Humans have long used math to explore the Great Mysteries of the universe. What happens if you divide something by zero? How big, exactly, is infinity? What would happen if you bought a cake and didn’t eat the whole thing in a single sitting? Sounds ridiculous, we know.
In answering these questions, the British maths-heads behind the YouTube channel Numberphile have come across a startling fact: We have been cutting cake wrong for more than 100 years. It turns out that the classic method of cutting out wedge-shaped slices, starting from the cake’s center and radiating out to one edge, is dead wrong. The problem with this method: every slice you make leaves two faces of the cake’s delicious interior completely exposed to the elements. Pop an exposed cake in the fridge, two faces become dry and stale overnight. Two slices, instantly ruined (and that’s not even considering the water damage from you crying onto the frosting).

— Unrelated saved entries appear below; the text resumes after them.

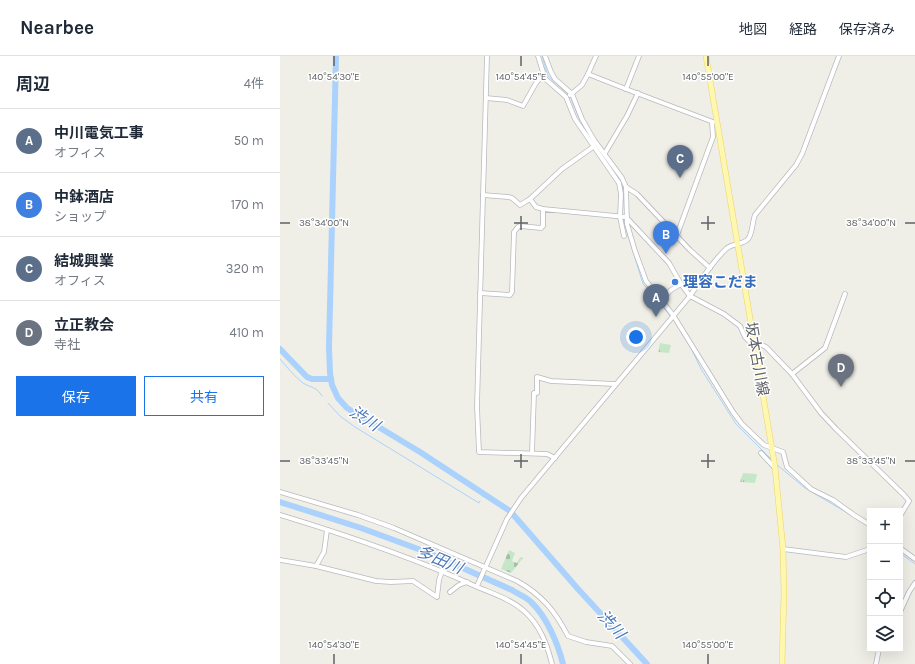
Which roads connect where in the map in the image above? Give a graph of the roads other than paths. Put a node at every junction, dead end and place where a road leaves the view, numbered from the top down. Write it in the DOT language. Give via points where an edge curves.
graph roads {
  1 [pos="487,56"];
  2 [pos="538,56"];
  3 [pos="545,56"];
  4 [pos="596,56"];
  5 [pos="639,56"];
  6 [pos="706,56"];
  7 [pos="839,56"];
  8 [pos="588,74"];
  9 [pos="542,76"];
  10 [pos="626,89"];
  11 [pos="638,93"];
  12 [pos="569,96"];
  13 [pos="486,98"];
  14 [pos="714,122"];
  15 [pos="593,147"];
  16 [pos="602,154"];
  17 [pos="626,187"];
  18 [pos="483,195"];
  19 [pos="530,199"];
  20 [pos="543,209"];
  21 [pos="623,217"];
  22 [pos="677,235"];
  23 [pos="624,236"];
  24 [pos="738,244"];
  25 [pos="710,268"];
  26 [pos="681,284"];
  27 [pos="480,293"];
  28 [pos="846,294"];
  29 [pos="690,296"];
  30 [pos="662,300"];
  31 [pos="672,317"];
  32 [pos="754,342"];
  33 [pos="792,374"];
  34 [pos="615,384"];
  35 [pos="773,449"];
  36 [pos="761,452"];
  37 [pos="532,453"];
  38 [pos="555,458"];
  39 [pos="776,468"];
  40 [pos="280,492"];
  41 [pos="903,511"];
  42 [pos="280,515"];
  43 [pos="867,523"];
  44 [pos="327,530"];
  45 [pos="783,549"];
  46 [pos="867,550"];
  47 [pos="903,550"];
  48 [pos="915,559"];
  49 [pos="280,560"];
  50 [pos="316,566"];
  51 [pos="484,568"];
  52 [pos="442,571"];
  53 [pos="467,582"];
  54 [pos="915,583"];
  55 [pos="477,585"];
  56 [pos="450,592"];
  57 [pos="903,605"];
  58 [pos="878,652"];
  59 [pos="552,664"];
  60 [pos="630,664"];
  61 [pos="782,664"];
  62 [pos="876,664"];
  1 -- 13 [label="street"];
  2 -- 9 [label="street"];
  3 -- 12 [label="street" via="555,79"];
  4 -- 8 [label="street"];
  5 -- 10 [label="street"];
  6 -- 14 [label="main road, 坂本古川線"];
  7 -- 24 [label="street" via="802,154 755,215 748,240"];
  8 -- 10 [label="street"];
  8 -- 12 [label="street" via="582,85"];
  9 -- 12 [label="street"];
  9 -- 13 [label="street" via="523,106 507,100"];
  10 -- 11 [label="street"];
  11 -- 14 [label="street"];
  11 -- 16 [label="street" via="627,116"];
  12 -- 15 [label="street" via="575,119"];
  12 -- 16 [label="street"];
  13 -- 18 [label="street"];
  14 -- 22 [label="street" via="713,137"];
  14 -- 24 [label="main road, 坂本古川線"];
  15 -- 16 [label="street"];
  15 -- 19 [label="street" via="552,177"];
  16 -- 17 [label="street" via="622,178"];
  16 -- 21 [label="street" via="619,183"];
  17 -- 21 [label="street"];
  17 -- 22 [label="street" via="637,194"];
  18 -- 19 [label="street" via="512,198 520,205"];
  18 -- 27 [label="street"];
  19 -- 20 [label="street" via="536,207"];
  20 -- 21 [label="street"];
  20 -- 27 [label="street" via="541,228 520,226 514,232 512,292"];
  21 -- 23 [label="street"];
  21 -- 26 [label="street" via="666,259"];
  21 -- 30 [label="street" via="646,281"];
  22 -- 25 [label="street"];
  24 -- 25 [label="street" via="726,249"];
  24 -- 32 [label="main road, 坂本古川線"];
  25 -- 29 [label="street"];
  26 -- 29 [label="street"];
  26 -- 30 [label="street"];
  27 -- 37 [label="street" via="476,406 478,452"];
  28 -- 33 [label="street" via="825,348"];
  29 -- 31 [label="street"];
  29 -- 32 [label="street" via="724,314 740,326 746,339"];
  30 -- 31 [label="street"];
  31 -- 34 [label="street"];
  31 -- 35 [label="street" via="742,424 764,445"];
  32 -- 33 [label="street" via="766,347"];
  32 -- 35 [label="main road, 坂本古川線"];
  33 -- 41 [label="street" via="836,429 907,498 909,501"];
  34 -- 37 [label="street" via="550,381 537,377"];
  34 -- 38 [label="street"];
  35 -- 39 [label="main road, 坂本古川線"];
  35 -- 43 [label="street" via="783,452 787,467 810,489 833,500"];
  36 -- 39 [label="street"];
  37 -- 38 [label="street" via="547,454"];
  38 -- 51 [label="street" via="508,518"];
  39 -- 45 [label="main road, 坂本古川線"];
  40 -- 51 [label="street" via="366,517"];
  42 -- 44 [label="street"];
  44 -- 50 [label="street" via="324,552"];
  44 -- 52 [label="street"];
  45 -- 46 [label="street" via="846,557"];
  45 -- 61 [label="main road, 坂本古川線"];
  47 -- 48 [label="street"];
  49 -- 50 [label="street"];
  50 -- 52 [label="street" via="376,581 413,581 437,597"];
  51 -- 55 [label="street"];
  51 -- 60 [label="street" via="517,581 538,595 553,611 568,636 612,646"];
  52 -- 53 [label="street"];
  53 -- 55 [label="street"];
  53 -- 56 [label="street"];
  54 -- 57 [label="street"];
  55 -- 59 [label="street" via="512,603 530,616 541,633"];
  58 -- 62 [label="street"];
}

What is the correct way to cut a circular cake, then? The answer comes from an issue of Nature magazine published in December, 1906. The 110-year-old secret: cut the entire cake in half and remove a rectangular slice that spans the cake’s full diameter. As writer and broadcaster Alex Bellos puts it in the video above, “that’s the prime steak of that cake.” The next step: close the two halves of your cake together so that no trace of the spongy interior is left exposed overnight; secure your newly-sized cake with an elastic band for maximum security. On day two, cut through the middle of your still-perfectly-circular cake again, perpendicular to yesterday’s cut, and remove two more beautifully rectangular slices. Continue on in this fashion, cutting smaller and smaller rectangles of cake each day, until you know, at last, what it means to divide something by zero.